Taking food pictures is always fraught with danger.
My roommate has three cats, all aggressively friendly and as stubborn as tiny mules. Last night, for example, they all curled up in my room, intending to spend the night there. I had different plans. I’ve mediated enough of their nighttime spats and picked up enough fallen books to banish them to the living room.
Salem was on board with this right away — she can take a hint. The Bandersnatch was displeased but eventually deigned to leave. And Crookshanks … oh, Crookshanks. The guy is either a seriously deep sleeper or a seriously good actor. After I’d spent several minutes nudging him, blowing in his face, and clapping my hands, he finally rolled over onto his front, where I could pick him up and haul him out.
It’s a similar process when I want to use the cats’ obstacle course — a.k.a. the kitchen table — to take photographs. I can’t turn my back for a second, or else they’ll be on the table sniffing my setup. I have to get everything together in one trip, then snap pictures wildly, pausing only to clap my hands several times or blow in the kids’ faces.
Is this food photography or jungle photography? Sometimes I’m not sure.
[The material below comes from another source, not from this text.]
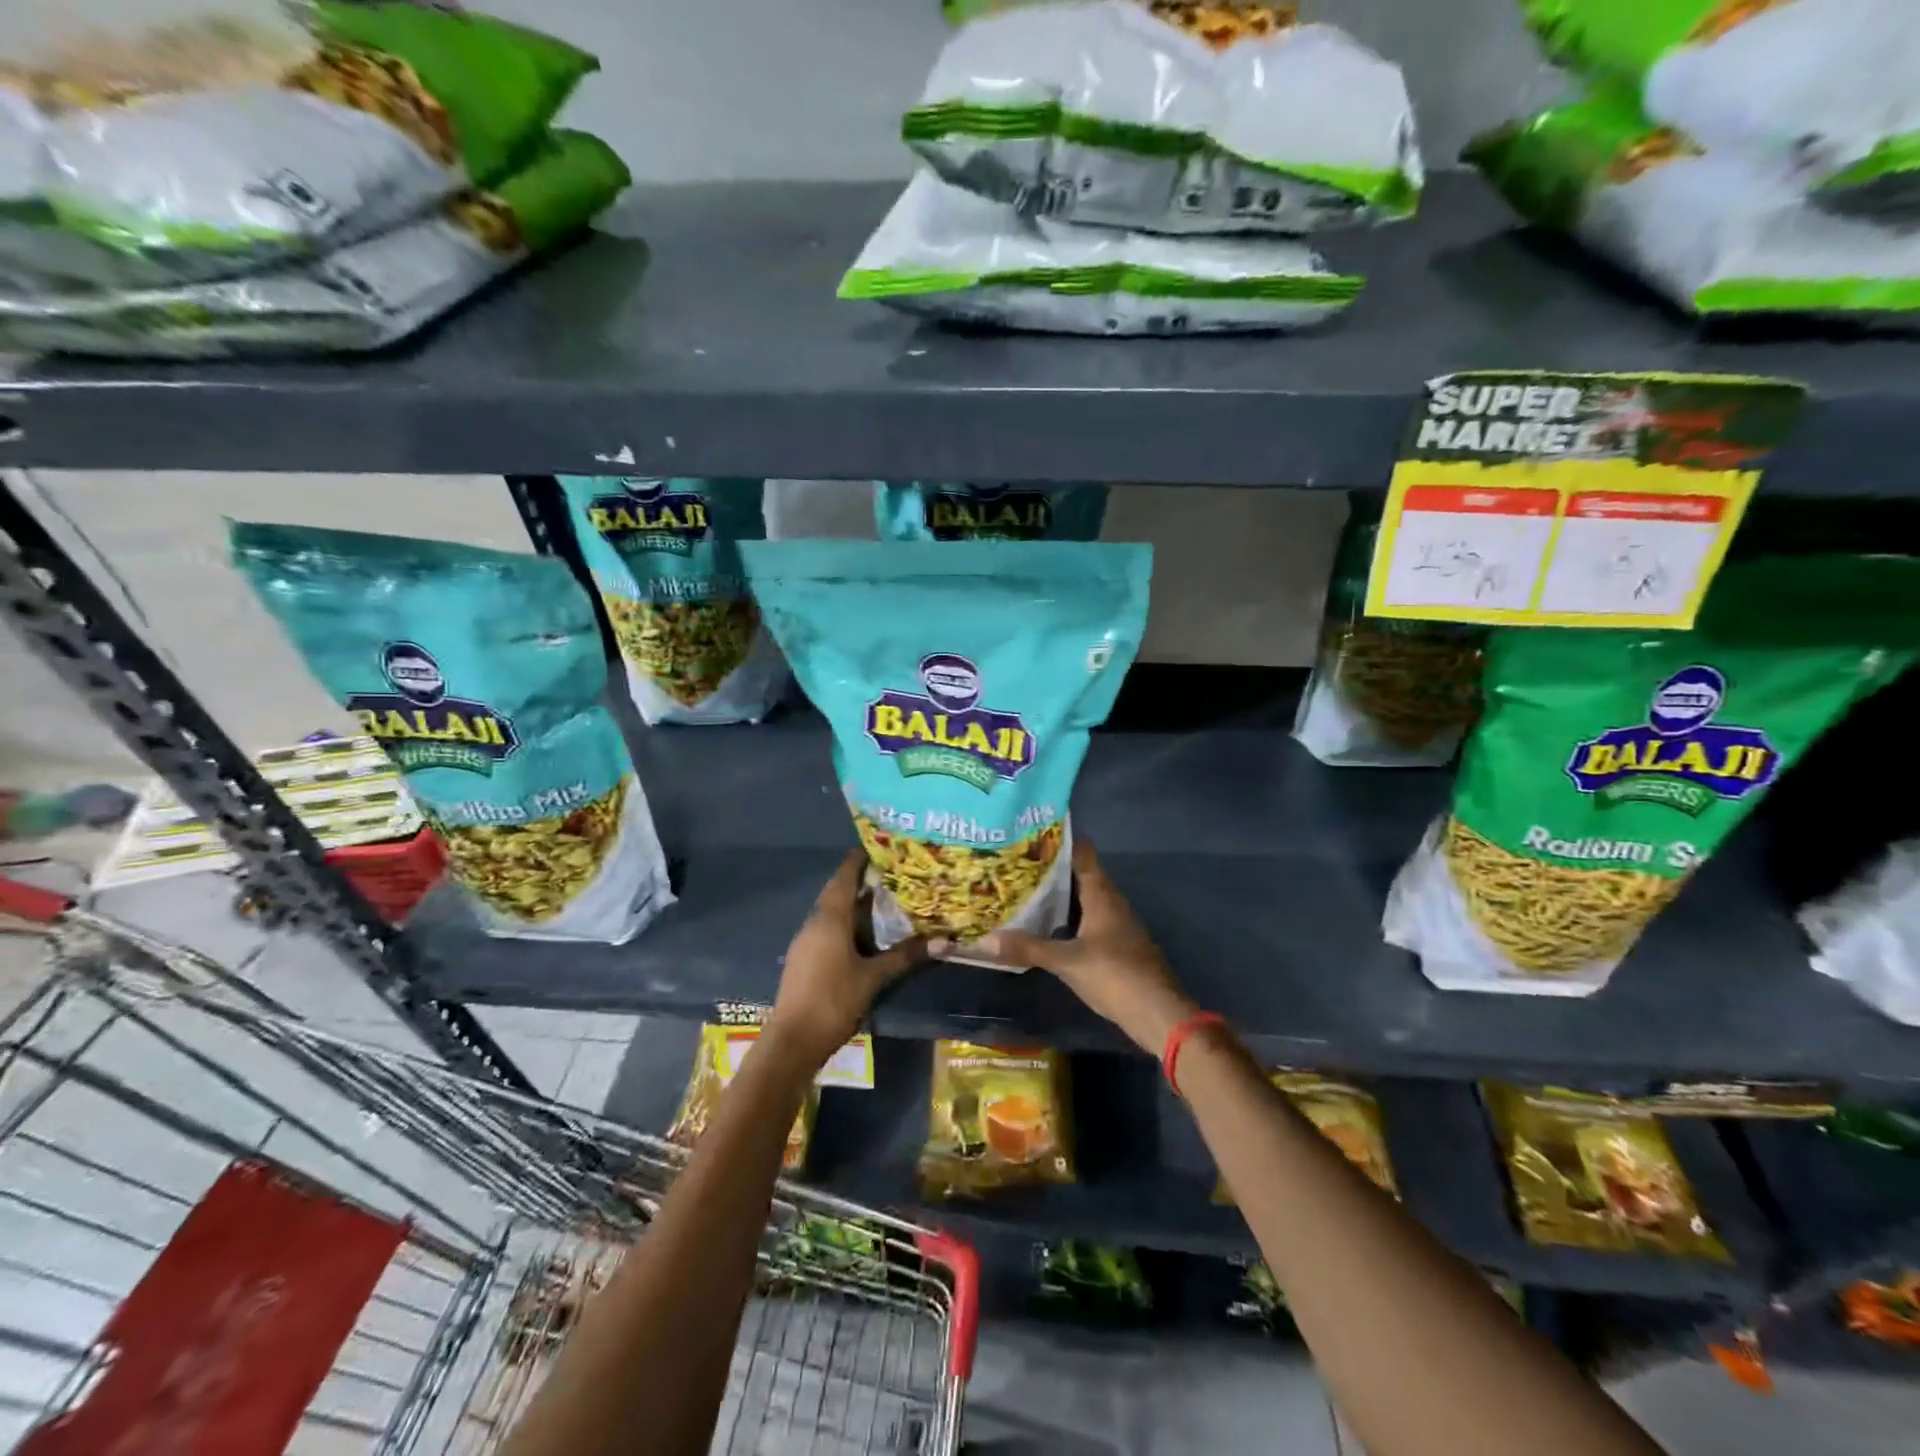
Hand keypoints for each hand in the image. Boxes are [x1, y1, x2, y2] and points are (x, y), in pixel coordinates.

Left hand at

The dough for this bread can be thrown together in five minutes, dumped in the fridge, and forgotten for up to 18 hours. When you’re ready to bake it, just pull it out, plop it on a preheated pizza stone or dutch oven, and bake until golden brown. There’s no kneading, no proofing, no waiting around for the dough to double twice. It’s that easy, and that delicious: soft and flavorful on the inside, with a thick, crunchy crust. If you want to tell your dinner guests how you made it, feel free to amaze them. Or let them think you’ve spent weeks nurturing the perfect pâte fermentée. It’s your choice, really.
Overnight artisan bread
(Taken from The Baker Chick)
- 3 c. all-purpose flour
- 1/2–1 tsp. yeast
- 1–3 tsp. salt
- 1-1/2 c. warm water
- Combine all ingredients in large bowl. Cover with plastic wrap and place in fridge.
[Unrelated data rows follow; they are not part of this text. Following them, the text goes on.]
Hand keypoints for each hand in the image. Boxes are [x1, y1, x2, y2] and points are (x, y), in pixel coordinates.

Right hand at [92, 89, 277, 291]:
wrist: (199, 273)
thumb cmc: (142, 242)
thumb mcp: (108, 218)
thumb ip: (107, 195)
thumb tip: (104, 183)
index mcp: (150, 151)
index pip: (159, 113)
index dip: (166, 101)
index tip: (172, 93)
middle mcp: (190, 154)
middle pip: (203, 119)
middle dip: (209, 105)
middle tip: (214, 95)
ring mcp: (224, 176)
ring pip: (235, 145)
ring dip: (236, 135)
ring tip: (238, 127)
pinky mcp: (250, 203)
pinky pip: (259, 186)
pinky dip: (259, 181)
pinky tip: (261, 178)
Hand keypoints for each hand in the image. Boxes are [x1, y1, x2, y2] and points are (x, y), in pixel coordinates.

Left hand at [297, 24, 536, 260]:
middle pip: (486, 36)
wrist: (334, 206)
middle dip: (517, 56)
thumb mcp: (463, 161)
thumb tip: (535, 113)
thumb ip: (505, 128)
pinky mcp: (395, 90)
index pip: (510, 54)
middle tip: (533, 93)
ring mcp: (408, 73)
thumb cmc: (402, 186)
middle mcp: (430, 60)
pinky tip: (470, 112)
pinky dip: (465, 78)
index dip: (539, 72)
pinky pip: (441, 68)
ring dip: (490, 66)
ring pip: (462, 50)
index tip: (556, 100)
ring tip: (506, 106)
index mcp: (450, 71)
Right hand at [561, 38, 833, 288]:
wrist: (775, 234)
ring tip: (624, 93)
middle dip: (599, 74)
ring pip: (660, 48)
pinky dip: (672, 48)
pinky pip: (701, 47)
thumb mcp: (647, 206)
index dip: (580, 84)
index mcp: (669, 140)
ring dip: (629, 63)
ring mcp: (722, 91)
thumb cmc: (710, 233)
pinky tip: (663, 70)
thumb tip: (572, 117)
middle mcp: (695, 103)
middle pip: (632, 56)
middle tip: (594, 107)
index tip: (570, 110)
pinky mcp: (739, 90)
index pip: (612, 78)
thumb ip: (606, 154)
- Eight to 18 hours later, remove dough from fridge. Place pizza stone in oven, with baking tray below. Preheat to 450°F.
- Form dough into ball and place on hot pizza stone. Pour 1–2 c. water into hot baking tray and immediately close oven door.
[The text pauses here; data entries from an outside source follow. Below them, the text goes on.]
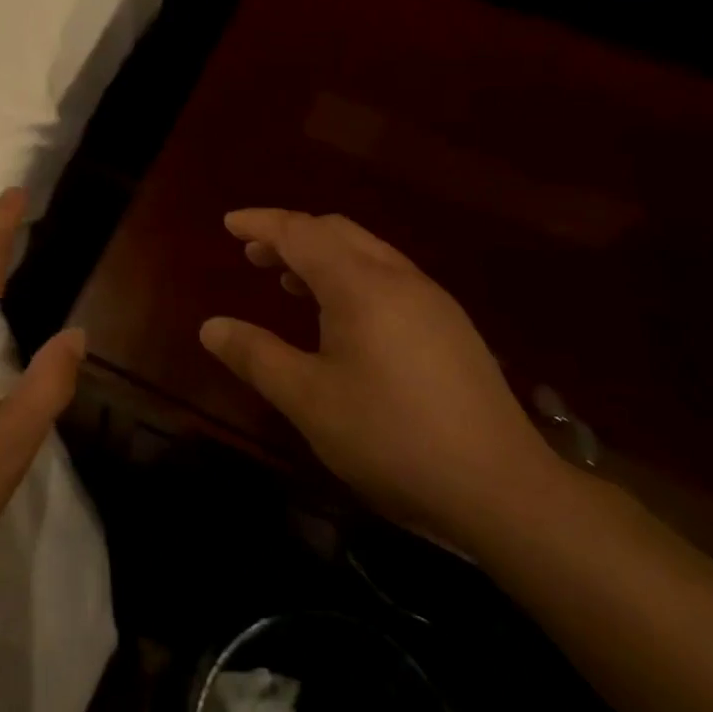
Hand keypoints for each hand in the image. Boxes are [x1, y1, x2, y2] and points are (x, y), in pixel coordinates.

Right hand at [199, 208, 564, 544]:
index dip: (261, 223)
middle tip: (253, 255)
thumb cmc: (391, 437)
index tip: (229, 223)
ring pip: (367, 252)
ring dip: (322, 256)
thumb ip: (257, 356)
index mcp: (361, 286)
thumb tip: (211, 327)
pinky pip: (389, 277)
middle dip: (290, 235)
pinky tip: (343, 319)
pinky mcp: (451, 326)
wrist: (501, 487)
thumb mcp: (309, 400)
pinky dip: (351, 277)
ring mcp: (432, 300)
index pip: (301, 232)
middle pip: (336, 232)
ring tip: (289, 283)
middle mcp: (399, 278)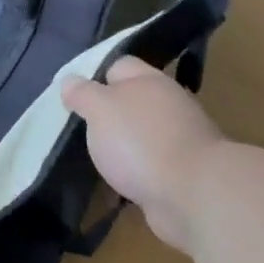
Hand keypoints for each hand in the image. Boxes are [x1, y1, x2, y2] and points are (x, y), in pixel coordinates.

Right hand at [62, 57, 222, 252]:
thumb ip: (82, 93)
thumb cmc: (140, 141)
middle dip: (105, 113)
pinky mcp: (181, 174)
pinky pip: (148, 166)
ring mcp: (177, 141)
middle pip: (130, 100)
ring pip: (138, 135)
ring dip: (119, 145)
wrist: (194, 196)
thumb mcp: (99, 108)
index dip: (93, 74)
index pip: (117, 65)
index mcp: (150, 81)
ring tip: (91, 156)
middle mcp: (167, 105)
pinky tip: (114, 183)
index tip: (70, 93)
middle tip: (77, 126)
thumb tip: (70, 81)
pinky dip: (132, 172)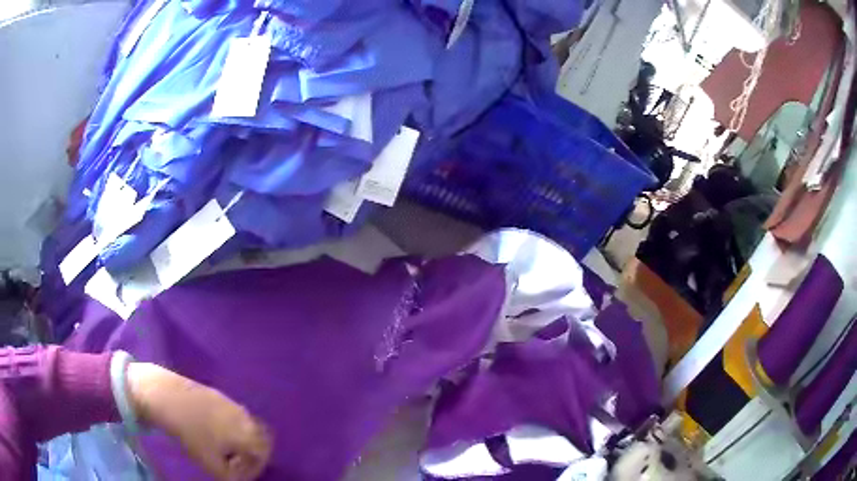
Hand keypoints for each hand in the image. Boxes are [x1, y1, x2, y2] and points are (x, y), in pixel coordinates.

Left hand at [126, 362, 271, 479]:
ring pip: (246, 424)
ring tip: (221, 446)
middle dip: (250, 452)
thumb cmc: (192, 434)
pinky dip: (229, 426)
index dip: (255, 468)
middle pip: (259, 438)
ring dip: (240, 438)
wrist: (168, 397)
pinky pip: (232, 414)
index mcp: (247, 434)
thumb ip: (232, 477)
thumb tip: (239, 477)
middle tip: (234, 461)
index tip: (239, 473)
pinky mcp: (217, 394)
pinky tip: (210, 429)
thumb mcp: (211, 465)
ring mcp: (231, 403)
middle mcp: (245, 417)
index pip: (264, 454)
- Bake 40–45 minutes, or until bread is golden brown and sounds hollow when tapped from underneath. (If you like, open oven door 2–3 times during baking to spritz more water on the pizza stone. Alternately, to avoid the hot water method, bake bread inside dutch oven or other covered ovenproof dish. With this method, bake covered for 30 minutes and uncovered for 15.)
- Cool, slice, and enjoy. Bread is best the day it’s made. Alternately, store in sealed container for 2–3 days.